## YOUR OBJECTIVE
For this exercise, print all of the entries exactly as given.

BEGIN

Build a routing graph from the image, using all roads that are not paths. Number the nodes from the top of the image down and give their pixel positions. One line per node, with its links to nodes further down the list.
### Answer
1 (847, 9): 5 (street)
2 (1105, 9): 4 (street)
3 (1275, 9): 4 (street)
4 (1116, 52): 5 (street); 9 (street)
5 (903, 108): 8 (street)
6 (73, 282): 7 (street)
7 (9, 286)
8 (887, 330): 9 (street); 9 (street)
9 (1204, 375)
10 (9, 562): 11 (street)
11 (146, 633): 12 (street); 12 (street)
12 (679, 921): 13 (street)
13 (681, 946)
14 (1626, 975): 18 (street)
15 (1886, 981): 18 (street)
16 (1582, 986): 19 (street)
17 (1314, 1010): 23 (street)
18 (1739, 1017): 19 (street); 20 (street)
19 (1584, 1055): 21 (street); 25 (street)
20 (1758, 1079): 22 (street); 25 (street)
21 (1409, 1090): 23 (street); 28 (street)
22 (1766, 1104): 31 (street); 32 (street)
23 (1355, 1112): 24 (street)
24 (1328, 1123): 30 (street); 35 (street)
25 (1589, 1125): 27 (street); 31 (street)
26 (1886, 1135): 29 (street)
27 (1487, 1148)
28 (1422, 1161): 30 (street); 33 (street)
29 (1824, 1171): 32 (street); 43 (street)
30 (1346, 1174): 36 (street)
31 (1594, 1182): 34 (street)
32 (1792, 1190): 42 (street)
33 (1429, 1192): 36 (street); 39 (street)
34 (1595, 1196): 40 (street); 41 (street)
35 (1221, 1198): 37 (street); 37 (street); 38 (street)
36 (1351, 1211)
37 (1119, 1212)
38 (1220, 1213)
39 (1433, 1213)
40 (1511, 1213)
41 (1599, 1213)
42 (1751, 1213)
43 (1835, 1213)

END

## RESPONSE
Build a routing graph from the image, using all roads that are not paths. Number the nodes from the top of the image down and give their pixel positions. One line per node, with its links to nodes further down the list.
### Answer
1 (847, 9): 5 (street)
2 (1105, 9): 4 (street)
3 (1275, 9): 4 (street)
4 (1116, 52): 5 (street); 9 (street)
5 (903, 108): 8 (street)
6 (73, 282): 7 (street)
7 (9, 286)
8 (887, 330): 9 (street); 9 (street)
9 (1204, 375)
10 (9, 562): 11 (street)
11 (146, 633): 12 (street); 12 (street)
12 (679, 921): 13 (street)
13 (681, 946)
14 (1626, 975): 18 (street)
15 (1886, 981): 18 (street)
16 (1582, 986): 19 (street)
17 (1314, 1010): 23 (street)
18 (1739, 1017): 19 (street); 20 (street)
19 (1584, 1055): 21 (street); 25 (street)
20 (1758, 1079): 22 (street); 25 (street)
21 (1409, 1090): 23 (street); 28 (street)
22 (1766, 1104): 31 (street); 32 (street)
23 (1355, 1112): 24 (street)
24 (1328, 1123): 30 (street); 35 (street)
25 (1589, 1125): 27 (street); 31 (street)
26 (1886, 1135): 29 (street)
27 (1487, 1148)
28 (1422, 1161): 30 (street); 33 (street)
29 (1824, 1171): 32 (street); 43 (street)
30 (1346, 1174): 36 (street)
31 (1594, 1182): 34 (street)
32 (1792, 1190): 42 (street)
33 (1429, 1192): 36 (street); 39 (street)
34 (1595, 1196): 40 (street); 41 (street)
35 (1221, 1198): 37 (street); 37 (street); 38 (street)
36 (1351, 1211)
37 (1119, 1212)
38 (1220, 1213)
39 (1433, 1213)
40 (1511, 1213)
41 (1599, 1213)
42 (1751, 1213)
43 (1835, 1213)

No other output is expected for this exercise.